Eric Donovan has an opportunity to put himself in the world level conversation with a victory over Zelfa Barrett on Friday night, but the Kildare native is "under no illusion" about the difficulty of the task in hand.
Fighting at the Matchroom Boxing event, which takes place in promoter Eddie Hearn's back garden and live on Sky Sports, Donovan has moved up to super featherweight to take on home prospect Barrett.
The Fight Camp co-headline bout will be for the IBF Intercontinental title, meaning a victory could set Donovan up for a shot at a world title, and he believes that he has the ability to upset the odds and do enough to beat English prospect Barrett.

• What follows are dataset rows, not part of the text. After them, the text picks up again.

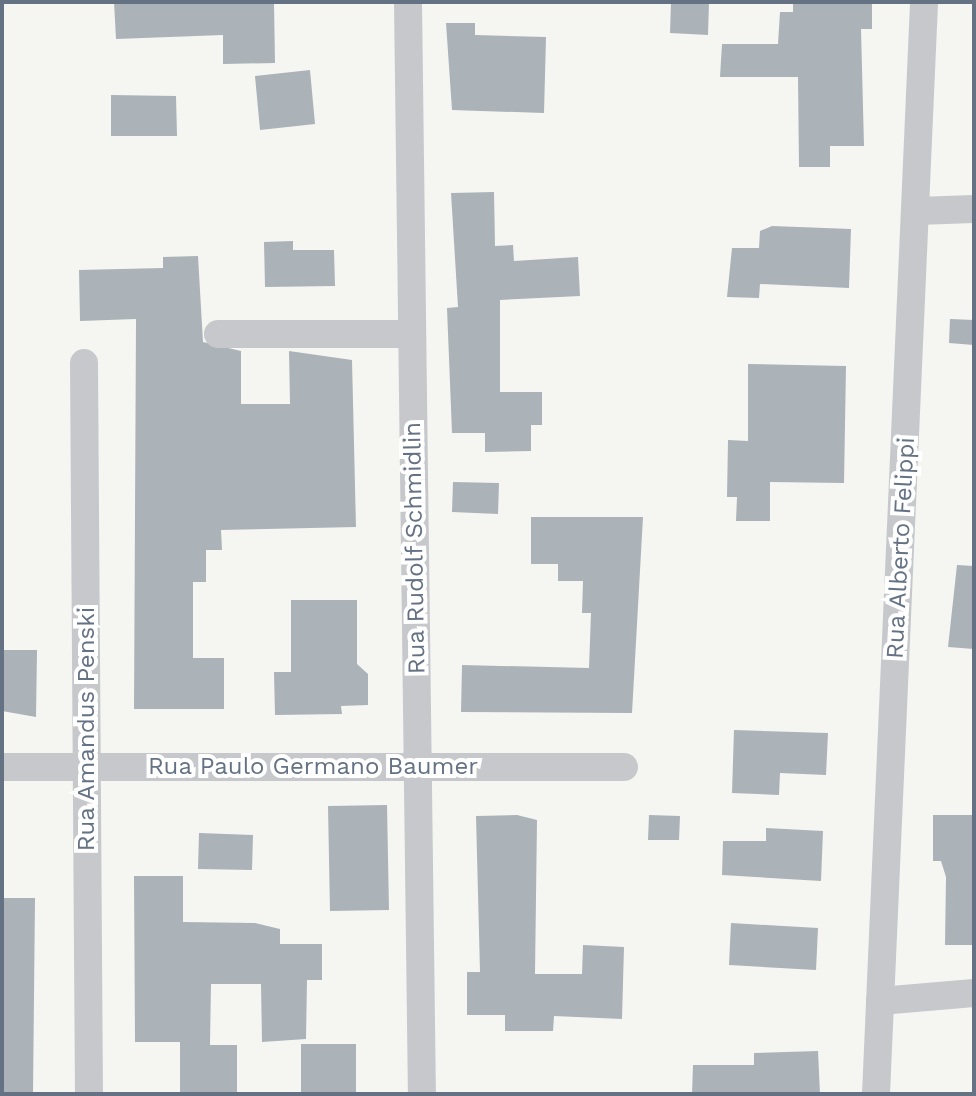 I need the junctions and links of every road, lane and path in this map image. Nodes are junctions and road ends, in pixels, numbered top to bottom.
1 (408, 2) edge
2 (924, 2) edge
3 (974, 209) edge
4 (917, 211) junction
5 (218, 334) dead end
6 (412, 334) junction
7 (84, 363) dead end
8 (2, 767) edge
9 (87, 767) junction
10 (418, 767) junction
11 (624, 767) dead end
12 (974, 993) edge
13 (880, 1001) junction
14 (89, 1094) edge
15 (422, 1094) edge
16 (876, 1094) edge

1 - 6 street, Rua Rudolf Schmidlin
2 - 4 street, Rua Alberto Felippi
3 - 4 street
4 - 13 street, Rua Alberto Felippi
5 - 6 street
6 - 10 street, Rua Rudolf Schmidlin
7 - 9 street, Rua Amandus Penski
8 - 9 street, Rua Paulo Germano Baumer
9 - 10 street, Rua Paulo Germano Baumer
9 - 14 street, Rua Amandus Penski
10 - 11 street, Rua Paulo Germano Baumer
10 - 15 street, Rua Rudolf Schmidlin
12 - 13 street
13 - 16 street, Rua Alberto Felippi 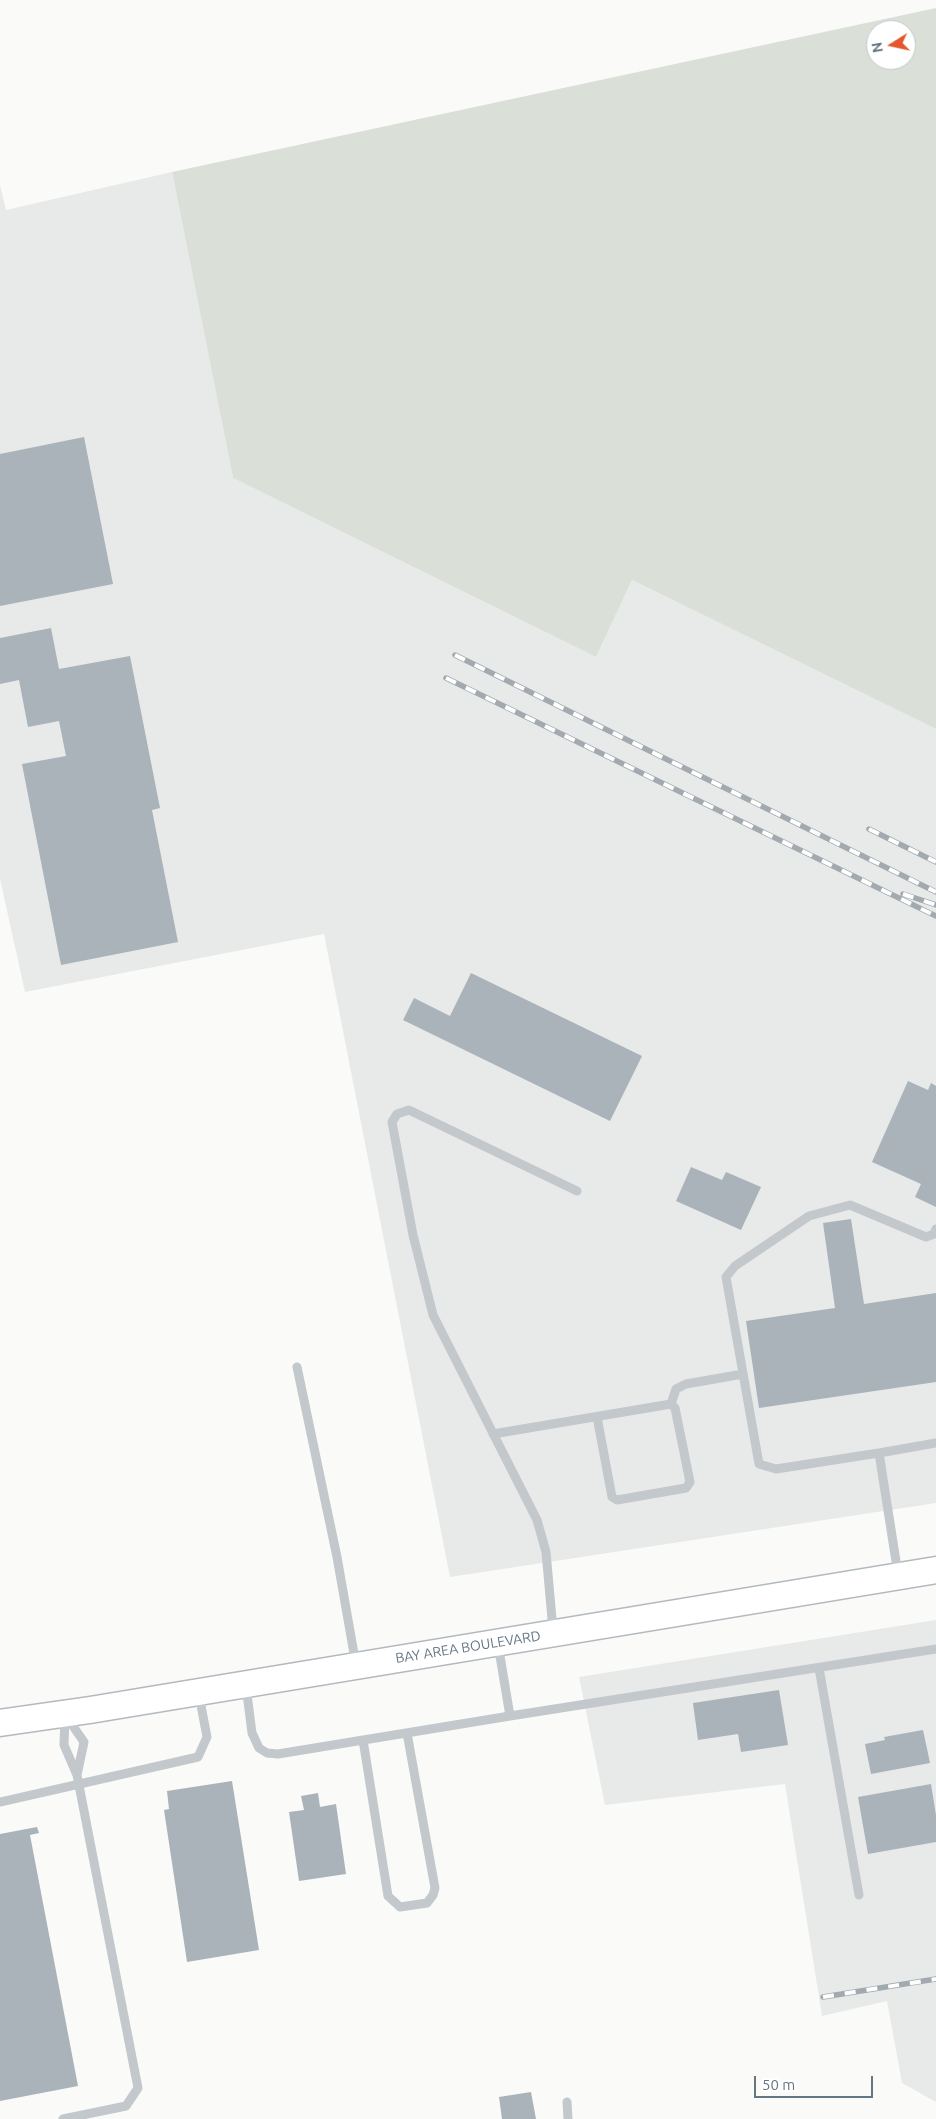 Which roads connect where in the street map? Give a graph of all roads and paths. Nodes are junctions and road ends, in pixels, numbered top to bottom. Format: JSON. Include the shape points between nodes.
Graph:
{"nodes":[{"id":1,"x":577,"y":1191,"type":"dead end"},
{"id":2,"x":936,"y":1229,"type":"edge"},
{"id":3,"x":297,"y":1368,"type":"dead end"},
{"id":4,"x":743,"y":1374,"type":"junction"},
{"id":5,"x":671,"y":1404,"type":"junction"},
{"id":6,"x":597,"y":1417,"type":"junction"},
{"id":7,"x":493,"y":1434,"type":"junction"},
{"id":8,"x":936,"y":1443,"type":"edge"},
{"id":9,"x":879,"y":1453,"type":"junction"},
{"id":10,"x":936,"y":1570,"type":"edge"},
{"id":11,"x":899,"y":1576,"type":"junction"},
{"id":12,"x":553,"y":1633,"type":"junction"},
{"id":13,"x":498,"y":1642,"type":"junction"},
{"id":14,"x":936,"y":1649,"type":"edge"},
{"id":15,"x":356,"y":1665,"type":"junction"},
{"id":16,"x":819,"y":1668,"type":"junction"},
{"id":17,"x":246,"y":1684,"type":"junction"},
{"id":18,"x":198,"y":1692,"type":"junction"},
{"id":19,"x":65,"y":1714,"type":"junction"},
{"id":20,"x":510,"y":1716,"type":"junction"},
{"id":21,"x":0,"y":1723,"type":"edge"},
{"id":22,"x":407,"y":1733,"type":"junction"},
{"id":23,"x":363,"y":1740,"type":"junction"},
{"id":24,"x":78,"y":1780,"type":"junction"},
{"id":25,"x":0,"y":1802,"type":"edge"},
{"id":26,"x":859,"y":1895,"type":"dead end"},
{"id":27,"x":567,"y":2102,"type":"dead end"},
{"id":28,"x":62,"y":2119,"type":"edge"},
{"id":29,"x":568,"y":2119,"type":"edge"}],
"edges":[{"from":1,"to":7,"type":"lane","via":[[409,1110],[397,1114],[392,1122],[413,1236],[433,1315]]},
{"from":2,"to":4,"type":"lane","via":[[934,1234],[926,1237],[850,1205],[809,1216],[735,1266],[726,1277]]},
{"from":3,"to":15,"type":"lane"},
{"from":4,"to":5,"type":"lane","via":[[686,1384],[676,1389]]},
{"from":4,"to":9,"type":"lane","via":[[759,1464],[776,1469]]},
{"from":5,"to":6,"type":"lane"},
{"from":5,"to":6,"type":"lane","via":[[675,1408],[690,1482],[686,1488],[617,1500],[612,1497]]},
{"from":6,"to":7,"type":"lane"},
{"from":7,"to":12,"type":"lane","via":[[537,1520],[546,1552]]},
{"from":8,"to":9,"type":"lane"},
{"from":9,"to":11,"type":"lane"},
{"from":10,"to":11,"type":"main road","name":"BAY AREA BOULEVARD"},
{"from":11,"to":12,"type":"main road","name":"BAY AREA BOULEVARD"},
{"from":12,"to":13,"type":"main road","name":"BAY AREA BOULEVARD"},
{"from":13,"to":15,"type":"main road","name":"BAY AREA BOULEVARD"},
{"from":13,"to":20,"type":"lane"},
{"from":14,"to":16,"type":"lane"},
{"from":15,"to":17,"type":"main road","name":"BAY AREA BOULEVARD"},
{"from":16,"to":20,"type":"lane"},
{"from":16,"to":26,"type":"lane"},
{"from":17,"to":18,"type":"main road","name":"BAY AREA BOULEVARD"},
{"from":17,"to":23,"type":"lane","via":[[252,1732],[259,1748],[267,1753]]},
{"from":18,"to":19,"type":"main road","name":"BAY AREA BOULEVARD"},
{"from":18,"to":24,"type":"lane","via":[[206,1737],[198,1757]]},
{"from":19,"to":21,"type":"main road","name":"BAY AREA BOULEVARD"},
{"from":19,"to":24,"type":"lane","via":[[64,1745]]},
{"from":19,"to":24,"type":"lane","via":[[84,1742]]},
{"from":20,"to":22,"type":"lane"},
{"from":22,"to":23,"type":"lane"},
{"from":22,"to":23,"type":"lane","via":[[435,1888],[426,1903],[400,1907],[388,1896]]},
{"from":24,"to":25,"type":"lane"},
{"from":24,"to":28,"type":"lane","via":[[138,2088],[126,2106]]},
{"from":27,"to":29,"type":"lane"}]}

A latecomer to the professional scene, Donovan, who turned 35 last month, is in his 13th fight and while he has an impressive 12-0 record, he acknowledges that the Barrett fight will be a true test compared to his opponents thus far in the paid ranks.
"You are dead right, in life if you want to be successful, you have to take risks," said Donovan, when asked was it time to roll the dice at the pre-fight press conference.
"But you also have to back it up, you have to be good enough and you have to prepare well.
"When this opportunity presented itself, I knew that chances for me are few and far between for where I am at my age and in my career," added the Mark Dunlop-managed fighter.
"Nobody had the balls to fight Zelfa at super-featherweight in Britain, so when Mark put it up to me, I said, 'yes Mark, I’ll take it', because I see it as an opportunity.
"I believe in myself and I believed that if I could get a good camp, with good preparation, that I could put in a good performance and win this fight.
"So far we have done that, and if I can perform to the best of my ability on Friday night, I think I can do enough to win."
Donovan is the elder statesman in this bout, however, Barrett, eight years his junior, has fought twice as many professional encounters, including Commonwealth and European title fights.
Donovan has a wealth of boxing experience to draw on, having proved a top class Irish amateur, and the former European bronze medallist believes in his own ability to shock the Eddie Hearn fighter.
"I am absolutely under no illusion that this is going to be a tough fight," said Donovan.
"Zelfa Barrett is a formidable opponent, I respect him, he’s a class act.
"And I’ve said this before, I’m a fan of Zelfa Barrett and I would have watched him at home, and said, 'this guy is good, have a look at this guy’ to whoever was watching with me. He has a good boxing IQ, good ability, everything.
"But do you know what? I’m good too and I believe in myself.
"I haven’t been tested in my professional career, but that is due to a number of factors. The team I had had very limited resources, the budget, the funding behind me, it was very bottom of the ladder stuff, starting out grafting starting to serve my apprenticeship.
"And I believe now I have graduated and I am going out on Friday night against a proper opponent in a proper fight, and it’s going to be a cracker."
Barrett paid respect to Donovan ahead of the fight at a press conference with no animosity shown between the two boxers, however, he also exuded confidence and predicted that he would put on a show on Friday night and be too good for whatever Donovan threw at him.
"He’s trying to beat me and I’m there to do a job on him," said Barrett.
"No disrespect but I’m going to look good doing it. And the better he is, the better I will be. And whatever he brings, I’ll out-do it."
Tipped to be one of the fights of the night in the unique Essex setting, Donovan said that the country was behind him, while he also had a lot of family and support in England, although, obviously, they would not be able to support him at the behind closed doors event.
"People are excited because you have talent versus talent, you’ve got youth versus experience. He probably trumps me in professional experience but I have a huge amateur pedigree.
"I do think he will go on to be a big star but I don’t think Friday night is going to be his night."